### Goal of the exercise
Look below for the line holding "auto Q=[&](float x, float" and the line holding "auto I=[&](const char*". Transcribe exactly those lines and all lines between them, nothing more.

### Data in this exercise
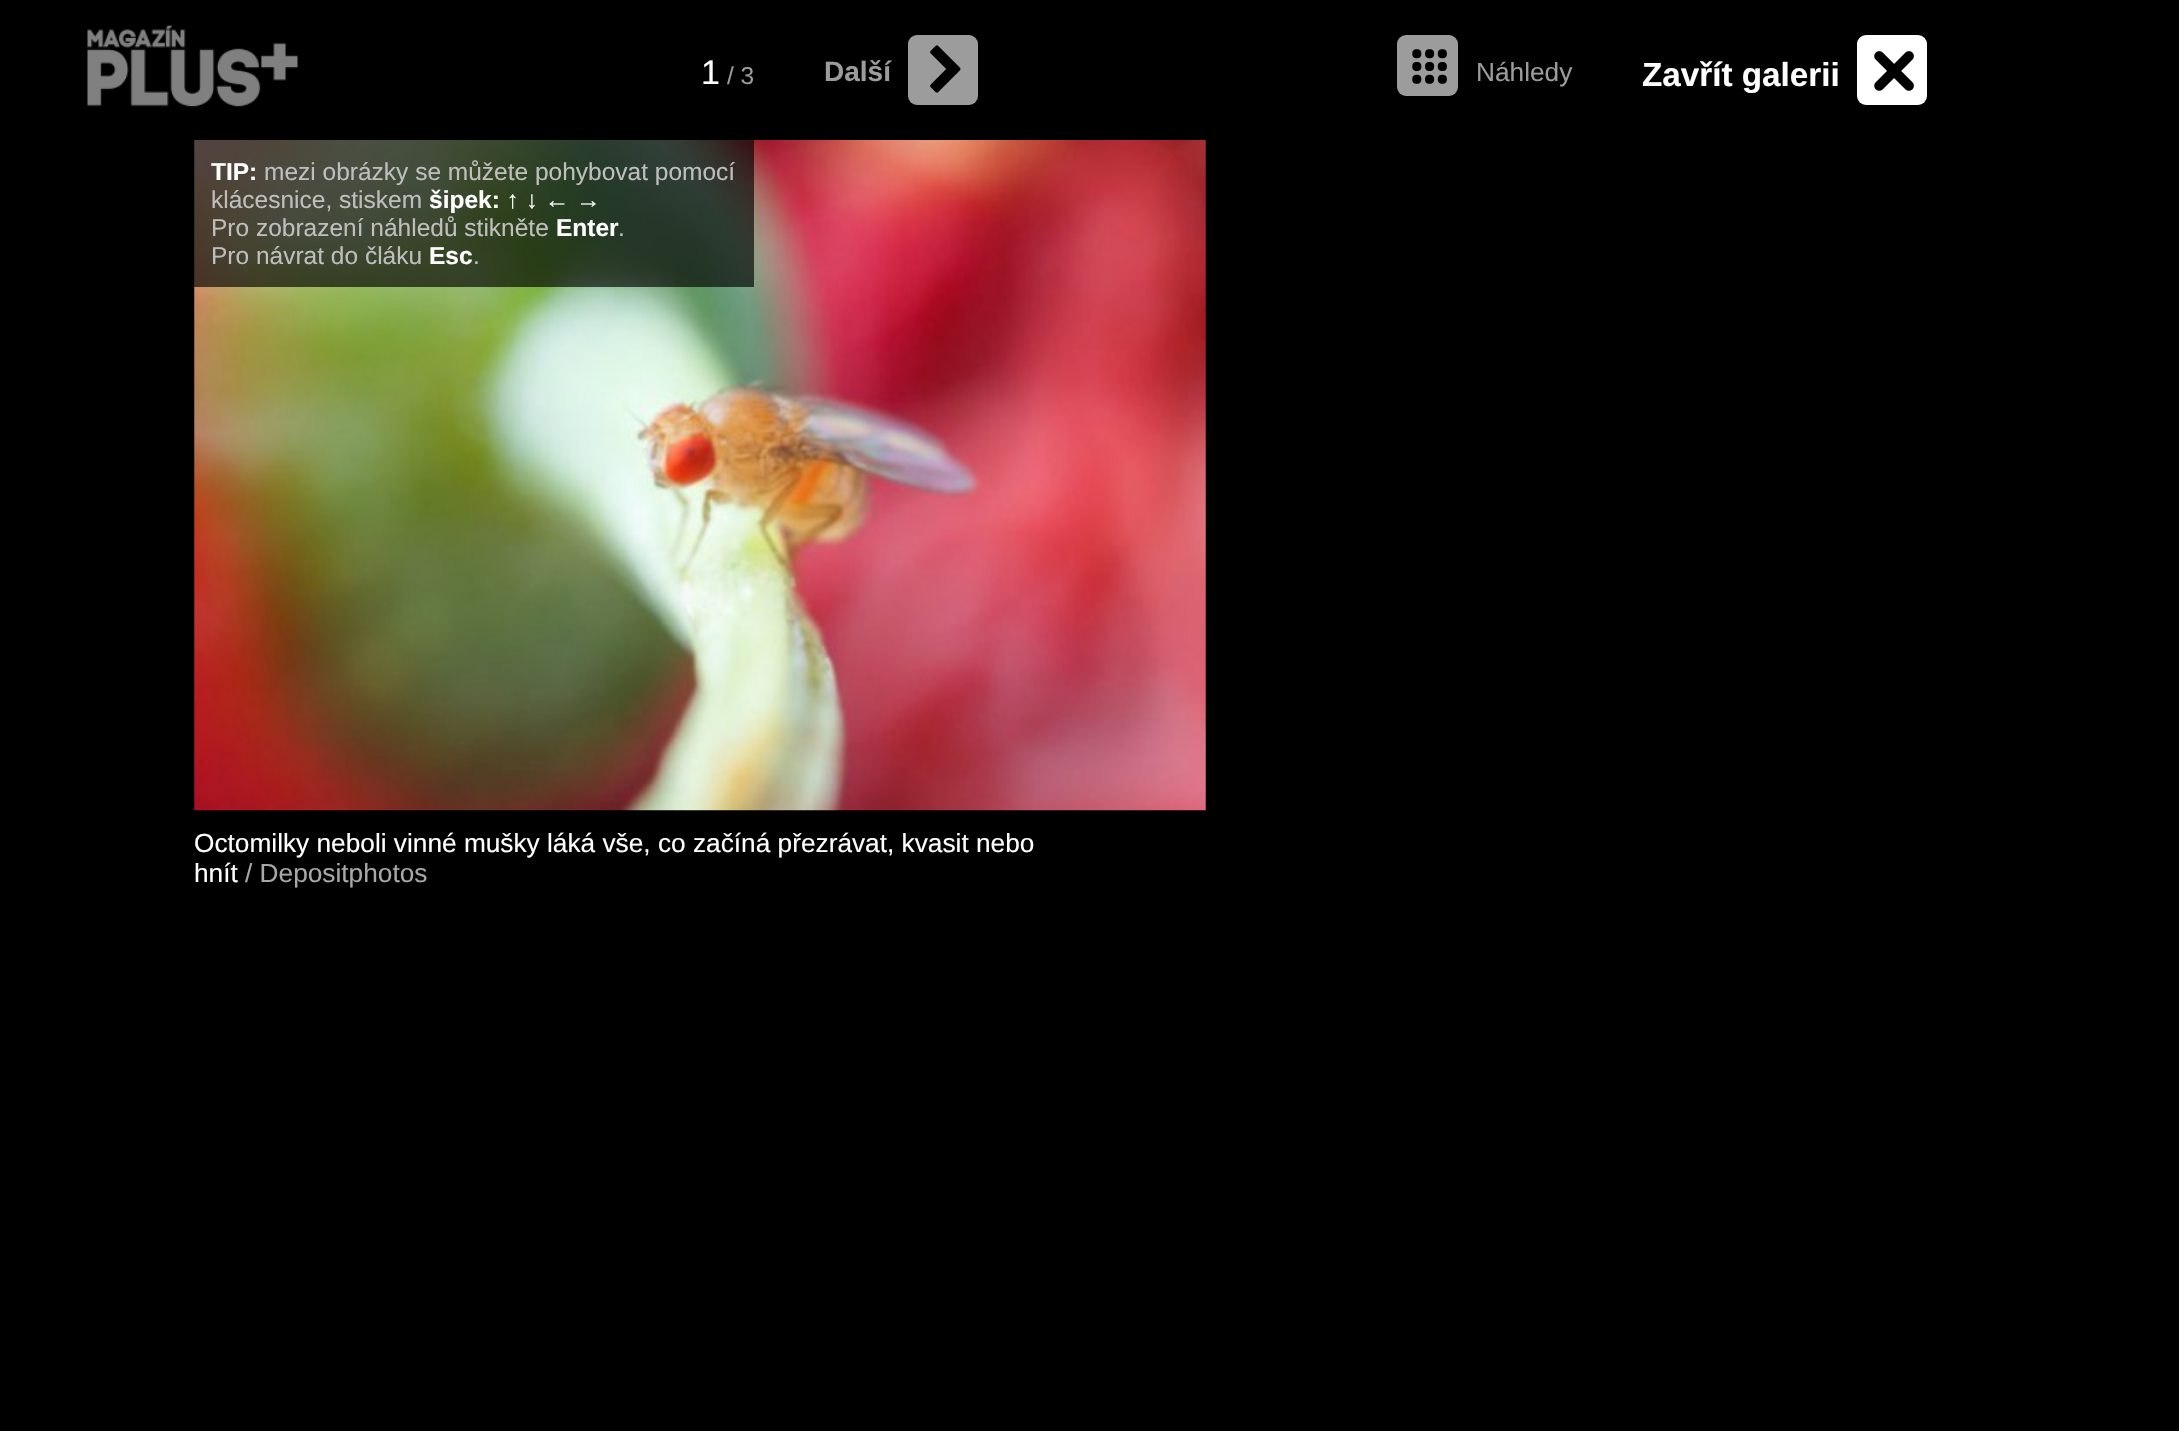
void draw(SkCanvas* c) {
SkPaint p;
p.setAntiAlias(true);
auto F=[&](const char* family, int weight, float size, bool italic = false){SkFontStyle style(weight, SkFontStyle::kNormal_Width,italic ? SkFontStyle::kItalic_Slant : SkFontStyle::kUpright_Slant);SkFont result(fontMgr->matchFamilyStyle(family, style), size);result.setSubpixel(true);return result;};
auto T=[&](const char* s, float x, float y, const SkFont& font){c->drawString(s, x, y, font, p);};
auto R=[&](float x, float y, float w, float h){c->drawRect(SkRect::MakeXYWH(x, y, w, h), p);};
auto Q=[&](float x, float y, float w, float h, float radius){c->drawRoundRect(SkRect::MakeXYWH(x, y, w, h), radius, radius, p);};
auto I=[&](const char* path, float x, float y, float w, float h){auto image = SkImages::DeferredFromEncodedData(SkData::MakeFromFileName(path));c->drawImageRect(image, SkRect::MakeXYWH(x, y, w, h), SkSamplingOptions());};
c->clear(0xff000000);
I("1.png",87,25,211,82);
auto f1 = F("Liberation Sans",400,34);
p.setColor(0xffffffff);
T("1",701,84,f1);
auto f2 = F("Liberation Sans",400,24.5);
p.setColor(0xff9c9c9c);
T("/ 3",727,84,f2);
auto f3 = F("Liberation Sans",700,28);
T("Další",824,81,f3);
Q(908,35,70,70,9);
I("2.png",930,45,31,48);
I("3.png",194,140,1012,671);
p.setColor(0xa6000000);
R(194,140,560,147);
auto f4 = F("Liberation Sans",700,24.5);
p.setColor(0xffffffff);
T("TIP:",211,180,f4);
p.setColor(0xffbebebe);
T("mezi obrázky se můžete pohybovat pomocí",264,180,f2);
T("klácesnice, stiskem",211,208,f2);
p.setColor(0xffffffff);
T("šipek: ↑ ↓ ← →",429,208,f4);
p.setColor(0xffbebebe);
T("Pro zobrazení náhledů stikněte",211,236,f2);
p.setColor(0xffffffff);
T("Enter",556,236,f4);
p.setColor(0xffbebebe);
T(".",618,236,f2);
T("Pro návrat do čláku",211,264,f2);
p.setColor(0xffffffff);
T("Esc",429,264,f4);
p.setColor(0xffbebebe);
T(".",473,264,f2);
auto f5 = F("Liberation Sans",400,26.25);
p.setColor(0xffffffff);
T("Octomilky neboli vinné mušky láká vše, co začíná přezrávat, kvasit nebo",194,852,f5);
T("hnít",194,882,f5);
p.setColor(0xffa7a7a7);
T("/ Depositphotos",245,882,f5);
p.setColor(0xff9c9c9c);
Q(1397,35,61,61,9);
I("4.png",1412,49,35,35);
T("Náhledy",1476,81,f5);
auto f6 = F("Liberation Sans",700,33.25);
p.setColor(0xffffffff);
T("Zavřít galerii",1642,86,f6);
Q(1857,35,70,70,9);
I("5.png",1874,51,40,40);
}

### Result below
auto Q=[&](float x, float y, float w, float h, float radius){c->drawRoundRect(SkRect::MakeXYWH(x, y, w, h), radius, radius, p);};
auto I=[&](const char* path, float x, float y, float w, float h){auto image = SkImages::DeferredFromEncodedData(SkData::MakeFromFileName(path));c->drawImageRect(image, SkRect::MakeXYWH(x, y, w, h), SkSamplingOptions());};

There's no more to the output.